Deducting Property Improvements vs. Repairs: What’s the Difference?

If you’re still working on your tax filing for this year or looking ahead to next year’s, you want to understand what the difference is when it comes to deducting a capital improvement on your home versus what constitutes a repair. These are two separate distinctions in the world of tax filing that can have an impact on the value of your deduction.

Here’s what you should know.

What is a Capital Improvement?

To qualify as a capital improvement a renovation to your property has to be one that improves the “useful life” of the home. This is an improvement that will add durability and value to the property across a wider period of time – not just a convenient aesthetic upgrade. Improvements can include a wide range of functional assets that will increase the durability and value of the home.

Here are a few examples:

  • Additions – such as an added bedroom, bathroom, or even an in-ground pool

  • Replacements – like a roof, plumbing, electric, or flooring

  • Renovations – updating a kitchen or bathroom with modern fixtures and appliances

How do I deduct a capital improvement on my taxes?

Because capital improvements build your property value over time, you can’t deduct the full value of the improvement all at once. Instead, deductions need to be made on a depreciation schedule, which tracks the added value of the improvement to your home as it decreases over time.

What this means is that for each year that the improvement adds value to your home, you can deduct a fraction of that value on your tax claims.

For example, if the improvement cost $10,000 and will be of value to your property for a period of 5 years, you can deduct $2,000 per year for those 5 years. This is straight-line depreciation, which distributes the depreciated value evenly across the depreciation schedule. Then, depending on your tax rate, you will see a fraction of that expense in savings each year.

What is a Repair?

The IRS defines a repair differently than an improvement in that a repair does not have to add substantial value to a property or increase its durability. Repairs mostly consist of the needed maintenance you will complete in order to maintain functionality of the property, and chances are you will be deducting these on your tax forms much more often than improvements.

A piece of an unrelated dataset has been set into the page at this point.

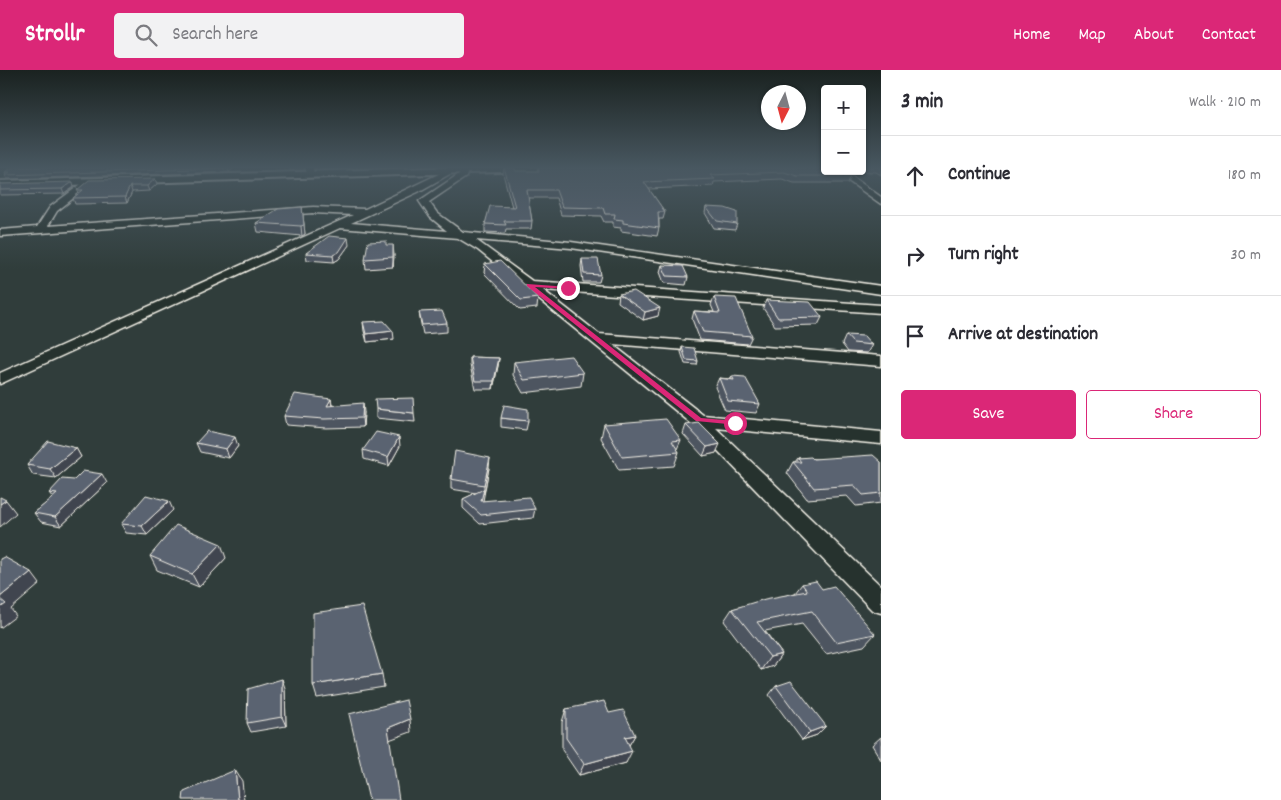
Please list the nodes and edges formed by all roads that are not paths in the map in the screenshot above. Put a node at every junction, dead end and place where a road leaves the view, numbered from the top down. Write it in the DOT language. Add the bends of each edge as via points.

Repairs typically cost much less than improvements, though replacing a broken appliance can be expensive and is still considered a repair.  

Here are more examples of repairs:

  • Painting – putting a new coat in even one room can constitute a repair

  • Fixing broken appliances – updating old appliances is typically considered a repair rather than an improvement

  • Conducting usual maintenance – like touching up walls or replacing damaged tiles or floorboards

How do I deduct a repair on my taxes?

Unlike capital improvements, repairs won’t depreciate. The full worth of the repair is immediate, so you can deduct the full value of the repair in the tax year that you made it.

For example, if this repair cost you $10,000, you can claim that entire amount as an expense. Then, depending on your tax rate, you will receive a fraction of that back in tax savings. If your tax rate is 28%, that’s a savings of up to $2,800, making the needed repair not so costly in the long run.  

Should I make improvements or repairs? Which is more beneficial?

Every property and tax situation are different, so there is no blanket statement on whether improvements or repairs to your property will be more beneficial to you from a tax standpoint. However, repairs can be deducted in full the year they are made, which can save you money faster. For long-term added value, improvements are what you want to make.

If you are looking to save every last dollar so that you have enough left after your taxes are paid to get by, you want to focus on property repairs rather than improvements. Some property owners make use of a tax loophole when wanting to save money in a given tax year. They will have tenants living in the unit, then make fixes along with upgrades that might otherwise be categorized as improvements. This allows the landlord to defend these upgrades as repairs made for tenant satisfaction.

But despite the lack of immediacy, there are tax benefits in making improvements as well. For a reliable source of tax savings over the next few years while your improvements will be effectively adding value to your property, home improvements are the way to go. You might worry about market changes or instability, but a depreciating home improvement will save you tax dollars over the course of years, making them a useful investment – all other benefits aside.

All told, deciding whether to make improvements or repairs to your property during a given tax year ultimately comes down to your financial situation. For faster savings, make repairs. For reliable savings over time, make the improvements you’ve been considering. And always consult a financial professional when making these decisions to keep your assets working for you.